Apple Smashes Quarter, Reports Record Sales, Earnings
Where other companies disappoint their shareholders, Apple Inc. again demonstrates it is playing in its own league.
“Today we are reporting a historic quarter,” said Tim Cook on the earnings call and he did not exaggerate.
Revenue was $74.6 billion for the three months ending Dec. 27, 2014, a company record and much higher than the $67.4 billion analysts expected. Despite Apple’s knack for low-balling expectations and almost always beating them, this is outstanding.
After all expenses, the company took home $18 billion in net income, another record. The driver of these fantastic results: The iPhone, which now makes up 69 percent of Apple sales.
“Demand for iPhones has been staggering, shattering even our own high expectations,” said Cook. He said the almost flawless execution of the iPhone 6 and iPhone 6 Plus rollout ensured the company could meet demand—and sell 74.5 million units, 46 percent higher than the 51 million it sold during the quarter a year ago.
The iPhone filled a product gap in Apple’s products, the so called phablet, a mixture between a mobile phone and a tablet. Before the launch of the 6 Plus, the Samsung Galaxy Note was the only game in town, but Apple made sure to correct this—and how! Not only did volume go up, but also price, rising from an average of $662 to $687, according to Citigroup.
The success of the iPhone came at the expense of the iPad, however, which sold 18 percent fewer units than the year before.
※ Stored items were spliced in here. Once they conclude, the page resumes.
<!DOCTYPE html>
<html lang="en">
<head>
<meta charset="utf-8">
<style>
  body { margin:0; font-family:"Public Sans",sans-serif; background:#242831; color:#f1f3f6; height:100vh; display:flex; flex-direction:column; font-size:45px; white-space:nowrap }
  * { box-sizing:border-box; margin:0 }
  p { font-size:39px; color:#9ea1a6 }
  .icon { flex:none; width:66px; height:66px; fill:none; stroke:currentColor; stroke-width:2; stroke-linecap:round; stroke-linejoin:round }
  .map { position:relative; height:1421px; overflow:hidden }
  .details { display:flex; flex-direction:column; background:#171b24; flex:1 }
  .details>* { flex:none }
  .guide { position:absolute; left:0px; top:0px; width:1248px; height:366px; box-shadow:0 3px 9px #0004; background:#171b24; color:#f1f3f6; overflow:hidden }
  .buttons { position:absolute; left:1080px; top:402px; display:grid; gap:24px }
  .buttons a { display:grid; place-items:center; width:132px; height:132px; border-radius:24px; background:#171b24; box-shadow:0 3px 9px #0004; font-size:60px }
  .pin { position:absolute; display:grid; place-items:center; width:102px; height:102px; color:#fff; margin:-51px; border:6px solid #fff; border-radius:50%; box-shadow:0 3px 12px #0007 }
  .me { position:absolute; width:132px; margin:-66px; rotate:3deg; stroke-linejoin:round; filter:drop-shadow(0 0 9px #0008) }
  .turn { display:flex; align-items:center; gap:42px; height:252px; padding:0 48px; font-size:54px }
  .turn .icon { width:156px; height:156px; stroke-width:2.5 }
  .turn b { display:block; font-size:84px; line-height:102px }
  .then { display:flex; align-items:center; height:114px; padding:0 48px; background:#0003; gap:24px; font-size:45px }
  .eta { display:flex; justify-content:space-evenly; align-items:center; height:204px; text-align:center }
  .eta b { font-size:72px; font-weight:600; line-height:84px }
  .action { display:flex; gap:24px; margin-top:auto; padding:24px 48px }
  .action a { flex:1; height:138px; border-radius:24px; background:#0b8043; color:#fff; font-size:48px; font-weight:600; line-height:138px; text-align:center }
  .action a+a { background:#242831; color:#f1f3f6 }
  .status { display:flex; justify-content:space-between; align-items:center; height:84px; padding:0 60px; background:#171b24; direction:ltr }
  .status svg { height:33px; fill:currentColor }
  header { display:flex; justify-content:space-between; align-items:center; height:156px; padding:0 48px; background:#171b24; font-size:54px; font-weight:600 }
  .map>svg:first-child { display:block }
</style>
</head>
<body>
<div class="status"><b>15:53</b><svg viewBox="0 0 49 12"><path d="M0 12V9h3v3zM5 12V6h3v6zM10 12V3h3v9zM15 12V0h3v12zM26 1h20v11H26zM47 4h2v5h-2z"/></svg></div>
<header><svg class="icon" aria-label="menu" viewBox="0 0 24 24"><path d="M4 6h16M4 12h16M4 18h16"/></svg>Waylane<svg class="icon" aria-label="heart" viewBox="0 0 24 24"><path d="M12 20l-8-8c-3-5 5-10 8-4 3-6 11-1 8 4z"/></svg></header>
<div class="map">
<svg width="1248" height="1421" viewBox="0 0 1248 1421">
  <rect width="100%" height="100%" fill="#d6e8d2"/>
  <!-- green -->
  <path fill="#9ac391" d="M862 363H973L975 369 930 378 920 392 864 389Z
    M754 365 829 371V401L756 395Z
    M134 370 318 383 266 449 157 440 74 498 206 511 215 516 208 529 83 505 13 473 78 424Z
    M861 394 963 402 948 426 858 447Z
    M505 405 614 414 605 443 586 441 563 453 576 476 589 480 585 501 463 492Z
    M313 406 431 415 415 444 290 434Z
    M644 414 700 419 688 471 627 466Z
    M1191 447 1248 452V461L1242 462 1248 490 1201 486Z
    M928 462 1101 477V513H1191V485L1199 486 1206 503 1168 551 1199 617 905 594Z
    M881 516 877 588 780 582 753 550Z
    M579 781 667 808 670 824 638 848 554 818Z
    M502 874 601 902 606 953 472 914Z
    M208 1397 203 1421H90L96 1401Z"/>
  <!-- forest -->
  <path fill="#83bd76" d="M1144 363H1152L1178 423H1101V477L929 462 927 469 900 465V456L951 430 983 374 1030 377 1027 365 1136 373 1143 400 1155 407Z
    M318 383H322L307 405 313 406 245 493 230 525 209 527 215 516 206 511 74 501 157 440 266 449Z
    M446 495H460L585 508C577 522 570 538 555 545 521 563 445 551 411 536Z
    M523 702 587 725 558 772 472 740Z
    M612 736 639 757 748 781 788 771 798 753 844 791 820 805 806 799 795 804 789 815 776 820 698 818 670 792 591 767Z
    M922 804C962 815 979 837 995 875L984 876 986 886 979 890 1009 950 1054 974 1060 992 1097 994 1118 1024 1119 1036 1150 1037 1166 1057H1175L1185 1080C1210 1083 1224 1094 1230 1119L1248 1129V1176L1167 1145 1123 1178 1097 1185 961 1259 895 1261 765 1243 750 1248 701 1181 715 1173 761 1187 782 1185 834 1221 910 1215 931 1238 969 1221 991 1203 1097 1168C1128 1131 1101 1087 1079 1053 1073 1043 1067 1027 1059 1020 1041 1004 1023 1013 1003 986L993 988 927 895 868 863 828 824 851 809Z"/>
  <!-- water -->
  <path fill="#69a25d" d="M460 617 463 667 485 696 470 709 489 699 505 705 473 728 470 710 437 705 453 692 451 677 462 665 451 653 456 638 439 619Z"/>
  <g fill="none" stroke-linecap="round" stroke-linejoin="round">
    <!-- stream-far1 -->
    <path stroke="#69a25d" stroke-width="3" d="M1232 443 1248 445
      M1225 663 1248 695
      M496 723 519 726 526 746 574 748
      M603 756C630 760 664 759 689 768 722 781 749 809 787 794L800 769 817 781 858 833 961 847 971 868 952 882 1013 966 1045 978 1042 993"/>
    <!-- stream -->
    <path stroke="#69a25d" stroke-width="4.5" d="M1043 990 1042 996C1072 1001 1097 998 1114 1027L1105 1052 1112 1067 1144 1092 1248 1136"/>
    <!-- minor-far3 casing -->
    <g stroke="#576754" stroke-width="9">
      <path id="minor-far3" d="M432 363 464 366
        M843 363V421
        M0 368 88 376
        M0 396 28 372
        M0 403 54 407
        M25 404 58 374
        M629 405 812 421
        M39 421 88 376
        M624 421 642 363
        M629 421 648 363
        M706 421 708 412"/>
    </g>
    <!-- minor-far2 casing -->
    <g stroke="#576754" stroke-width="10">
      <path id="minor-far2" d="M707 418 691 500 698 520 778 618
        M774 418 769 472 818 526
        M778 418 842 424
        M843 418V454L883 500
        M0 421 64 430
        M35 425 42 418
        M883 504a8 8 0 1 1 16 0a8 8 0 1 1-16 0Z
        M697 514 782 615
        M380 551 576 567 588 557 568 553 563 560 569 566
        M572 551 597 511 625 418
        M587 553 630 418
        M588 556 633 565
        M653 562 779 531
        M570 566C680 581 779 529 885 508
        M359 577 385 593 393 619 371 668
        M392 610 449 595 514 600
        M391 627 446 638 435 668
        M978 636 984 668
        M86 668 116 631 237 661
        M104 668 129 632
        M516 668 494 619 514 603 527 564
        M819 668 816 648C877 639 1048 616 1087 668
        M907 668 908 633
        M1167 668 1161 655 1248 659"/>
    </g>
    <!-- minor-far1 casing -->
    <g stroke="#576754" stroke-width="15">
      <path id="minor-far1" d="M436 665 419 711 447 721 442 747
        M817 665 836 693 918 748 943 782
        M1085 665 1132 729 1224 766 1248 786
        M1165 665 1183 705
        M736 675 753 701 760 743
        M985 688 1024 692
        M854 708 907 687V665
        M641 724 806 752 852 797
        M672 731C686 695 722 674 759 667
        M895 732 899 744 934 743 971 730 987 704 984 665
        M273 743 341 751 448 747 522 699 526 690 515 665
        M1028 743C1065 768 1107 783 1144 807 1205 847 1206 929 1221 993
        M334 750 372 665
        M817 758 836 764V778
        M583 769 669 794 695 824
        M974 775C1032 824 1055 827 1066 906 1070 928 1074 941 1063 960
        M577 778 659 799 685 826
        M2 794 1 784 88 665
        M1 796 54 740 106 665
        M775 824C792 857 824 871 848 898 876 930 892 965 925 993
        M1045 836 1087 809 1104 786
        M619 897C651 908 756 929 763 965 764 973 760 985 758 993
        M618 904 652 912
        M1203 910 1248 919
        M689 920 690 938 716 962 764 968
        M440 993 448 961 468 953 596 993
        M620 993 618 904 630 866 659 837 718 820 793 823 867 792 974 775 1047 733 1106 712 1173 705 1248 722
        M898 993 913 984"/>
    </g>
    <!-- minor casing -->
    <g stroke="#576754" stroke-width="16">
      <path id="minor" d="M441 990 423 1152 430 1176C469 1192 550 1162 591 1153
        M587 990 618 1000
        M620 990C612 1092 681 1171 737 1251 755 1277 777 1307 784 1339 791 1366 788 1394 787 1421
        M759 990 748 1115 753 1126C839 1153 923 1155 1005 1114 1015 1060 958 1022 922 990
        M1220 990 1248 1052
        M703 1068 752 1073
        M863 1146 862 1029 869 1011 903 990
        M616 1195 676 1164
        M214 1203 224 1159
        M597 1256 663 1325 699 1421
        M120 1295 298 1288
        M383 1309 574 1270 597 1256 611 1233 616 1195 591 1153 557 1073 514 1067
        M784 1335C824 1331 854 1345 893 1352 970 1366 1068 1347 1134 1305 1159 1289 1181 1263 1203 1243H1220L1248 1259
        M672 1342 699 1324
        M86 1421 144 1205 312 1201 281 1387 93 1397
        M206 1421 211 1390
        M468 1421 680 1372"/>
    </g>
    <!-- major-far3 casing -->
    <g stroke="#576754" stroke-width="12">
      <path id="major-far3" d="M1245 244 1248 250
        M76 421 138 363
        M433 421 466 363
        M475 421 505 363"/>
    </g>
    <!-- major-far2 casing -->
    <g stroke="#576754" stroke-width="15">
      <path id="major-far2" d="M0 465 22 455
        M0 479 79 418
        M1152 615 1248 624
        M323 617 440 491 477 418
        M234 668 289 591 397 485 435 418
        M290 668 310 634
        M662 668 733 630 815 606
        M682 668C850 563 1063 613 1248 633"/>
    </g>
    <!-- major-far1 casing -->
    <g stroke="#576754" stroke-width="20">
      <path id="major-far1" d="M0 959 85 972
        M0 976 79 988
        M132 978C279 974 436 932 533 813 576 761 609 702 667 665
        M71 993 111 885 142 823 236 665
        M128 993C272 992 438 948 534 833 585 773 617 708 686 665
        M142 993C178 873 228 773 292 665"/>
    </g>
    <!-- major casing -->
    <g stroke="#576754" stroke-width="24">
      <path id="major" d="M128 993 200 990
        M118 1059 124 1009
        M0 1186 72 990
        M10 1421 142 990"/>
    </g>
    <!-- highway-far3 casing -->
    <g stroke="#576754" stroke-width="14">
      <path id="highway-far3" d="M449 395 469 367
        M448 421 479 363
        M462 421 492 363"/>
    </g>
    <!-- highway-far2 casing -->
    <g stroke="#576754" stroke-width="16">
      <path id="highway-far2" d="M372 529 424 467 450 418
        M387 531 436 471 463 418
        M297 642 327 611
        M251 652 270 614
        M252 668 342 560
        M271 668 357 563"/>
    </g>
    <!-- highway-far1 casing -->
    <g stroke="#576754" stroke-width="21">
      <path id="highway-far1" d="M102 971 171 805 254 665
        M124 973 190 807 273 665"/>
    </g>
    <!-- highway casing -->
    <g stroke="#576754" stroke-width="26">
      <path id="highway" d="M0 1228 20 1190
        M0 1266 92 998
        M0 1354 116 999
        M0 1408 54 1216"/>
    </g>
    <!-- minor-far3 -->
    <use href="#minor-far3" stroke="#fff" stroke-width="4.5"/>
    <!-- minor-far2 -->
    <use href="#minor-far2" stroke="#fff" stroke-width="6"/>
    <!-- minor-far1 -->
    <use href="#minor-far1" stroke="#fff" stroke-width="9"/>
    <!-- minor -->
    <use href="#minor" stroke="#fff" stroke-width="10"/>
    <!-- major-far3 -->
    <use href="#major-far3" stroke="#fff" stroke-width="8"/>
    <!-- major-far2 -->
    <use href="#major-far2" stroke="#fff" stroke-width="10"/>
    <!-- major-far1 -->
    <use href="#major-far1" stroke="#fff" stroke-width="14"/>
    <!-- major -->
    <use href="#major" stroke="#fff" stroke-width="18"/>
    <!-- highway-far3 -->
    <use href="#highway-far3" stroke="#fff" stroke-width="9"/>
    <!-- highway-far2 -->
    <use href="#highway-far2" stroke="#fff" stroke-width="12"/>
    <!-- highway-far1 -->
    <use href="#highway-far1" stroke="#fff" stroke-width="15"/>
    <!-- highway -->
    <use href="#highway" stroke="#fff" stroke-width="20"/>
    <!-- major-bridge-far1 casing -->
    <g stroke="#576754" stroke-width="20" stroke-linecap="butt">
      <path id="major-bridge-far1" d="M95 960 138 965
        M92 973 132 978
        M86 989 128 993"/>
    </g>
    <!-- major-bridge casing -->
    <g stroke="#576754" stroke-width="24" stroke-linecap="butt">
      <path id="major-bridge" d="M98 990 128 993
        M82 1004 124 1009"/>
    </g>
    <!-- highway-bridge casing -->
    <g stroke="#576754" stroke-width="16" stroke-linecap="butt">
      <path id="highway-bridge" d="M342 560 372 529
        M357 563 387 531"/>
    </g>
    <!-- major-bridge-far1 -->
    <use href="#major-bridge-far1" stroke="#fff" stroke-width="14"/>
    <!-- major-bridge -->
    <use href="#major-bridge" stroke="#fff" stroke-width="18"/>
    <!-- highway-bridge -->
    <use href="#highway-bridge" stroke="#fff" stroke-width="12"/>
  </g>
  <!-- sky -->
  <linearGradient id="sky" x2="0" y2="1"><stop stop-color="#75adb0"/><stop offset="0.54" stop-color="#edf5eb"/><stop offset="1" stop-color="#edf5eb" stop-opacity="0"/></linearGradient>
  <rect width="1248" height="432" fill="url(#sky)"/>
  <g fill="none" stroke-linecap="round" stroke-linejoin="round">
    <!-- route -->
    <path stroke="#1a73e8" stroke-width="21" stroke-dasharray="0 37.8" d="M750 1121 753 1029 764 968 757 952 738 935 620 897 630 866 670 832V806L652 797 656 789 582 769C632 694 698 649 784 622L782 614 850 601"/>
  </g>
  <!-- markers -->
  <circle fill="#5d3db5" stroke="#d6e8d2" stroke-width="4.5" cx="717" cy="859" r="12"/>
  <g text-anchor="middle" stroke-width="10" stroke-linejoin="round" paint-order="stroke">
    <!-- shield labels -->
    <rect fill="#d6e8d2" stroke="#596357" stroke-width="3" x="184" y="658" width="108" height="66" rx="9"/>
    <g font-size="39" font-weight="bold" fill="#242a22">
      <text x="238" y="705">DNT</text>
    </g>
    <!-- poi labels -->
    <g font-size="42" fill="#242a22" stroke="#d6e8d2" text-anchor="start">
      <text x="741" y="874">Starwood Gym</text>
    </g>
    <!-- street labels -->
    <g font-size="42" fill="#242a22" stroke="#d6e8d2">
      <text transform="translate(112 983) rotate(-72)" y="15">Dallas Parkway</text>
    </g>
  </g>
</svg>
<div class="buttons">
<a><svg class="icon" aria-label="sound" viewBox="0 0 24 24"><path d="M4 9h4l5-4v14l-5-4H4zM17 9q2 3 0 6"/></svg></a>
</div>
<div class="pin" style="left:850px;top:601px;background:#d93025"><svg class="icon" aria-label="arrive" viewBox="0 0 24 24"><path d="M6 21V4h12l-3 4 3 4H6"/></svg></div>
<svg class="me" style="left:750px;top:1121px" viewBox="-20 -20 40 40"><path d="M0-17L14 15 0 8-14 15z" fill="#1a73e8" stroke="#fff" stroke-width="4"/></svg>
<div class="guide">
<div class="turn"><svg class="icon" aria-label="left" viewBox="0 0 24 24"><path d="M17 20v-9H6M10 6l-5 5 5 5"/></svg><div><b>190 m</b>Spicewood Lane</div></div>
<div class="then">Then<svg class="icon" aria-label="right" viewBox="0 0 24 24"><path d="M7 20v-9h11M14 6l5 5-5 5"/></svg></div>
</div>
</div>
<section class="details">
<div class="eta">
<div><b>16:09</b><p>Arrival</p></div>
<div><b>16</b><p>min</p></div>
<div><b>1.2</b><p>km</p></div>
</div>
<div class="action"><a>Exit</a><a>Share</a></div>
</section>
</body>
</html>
Analysts also point out that tablets have a longer replacement cycle than smartphones, which is dictated by the two-year carrier upgrade cycle.
Apple Macs also did well, selling 14 percent more, but in terms of total sales volume, they make up less than 10 percent of the total.
In terms of geography, China did the best, boosting revenue by 70 percent from $9.5 billion to $16.1 billion, mostly driven by iPhone sales after Apple finally came to terms with the country’s biggest carrier China Mobile Ltd. in late 2013.
And yes, Apple sold its one-billionth-device running iOS, in what Tim Cook calls an “unfathomable milestone.”
Another driver of strong iPhone sales: Apple’s move into the corporate market where it seems to get the better of Android and is taking over users who previously had a Blackberry. For this, Apple teamed up with IBM which is using its client network and systems to get companies to use iOS products. According to Apple’s CFO Luca Maestri, 77 percent of them want to buy iPhones.
Cook also thinks that Apple Pay is off to a good start, as it makes up 2 out of 3 dollars spent on major credit cards using mobile payments. “We are more convinced than ever that 2015 will be the year for Apple Pay,” he says.
Apple seems to defy the notion that nothing can be perfect in this world. It is sitting on a cash pile of $178 billion (another record) and just returned $57 billion to shareholders over the last twelve months.
The only thing preventing the company from doing better is the higher dollar. “Our results would have been even stronger absent fierce foreign exchange volatility,” says Cook.
During most of 2014, the dollar strengthened against most major trading partners, such as Japan and the European Union, but also countries like Brazil and Russia. Only China’s currency remained more or less unchanged.
“During the course of the quarter the biggest impact came from the Japanese yen, the ruble, but also from the euro and the Canadian dollar. Our revenue growth would have been 4 percentage points higher on a constant currency basis,” says Maestri.
He says a currency hedging program lessened the headwinds but he expects the problem to get worse in 2015 as hedges expire and foreign currencies weaken even further. “It goes without saying that at current levels the headwinds will continue to become stronger.”
For the next three months, Apple expects to keep growing, albeit at a lower pace than before, as the positive factors of the new iPhone launch as well as the holiday seasons will be removed.
The company expects revenues of $52 billion to $55 billion, keeping the gross profit margin stable at almost 40 percent.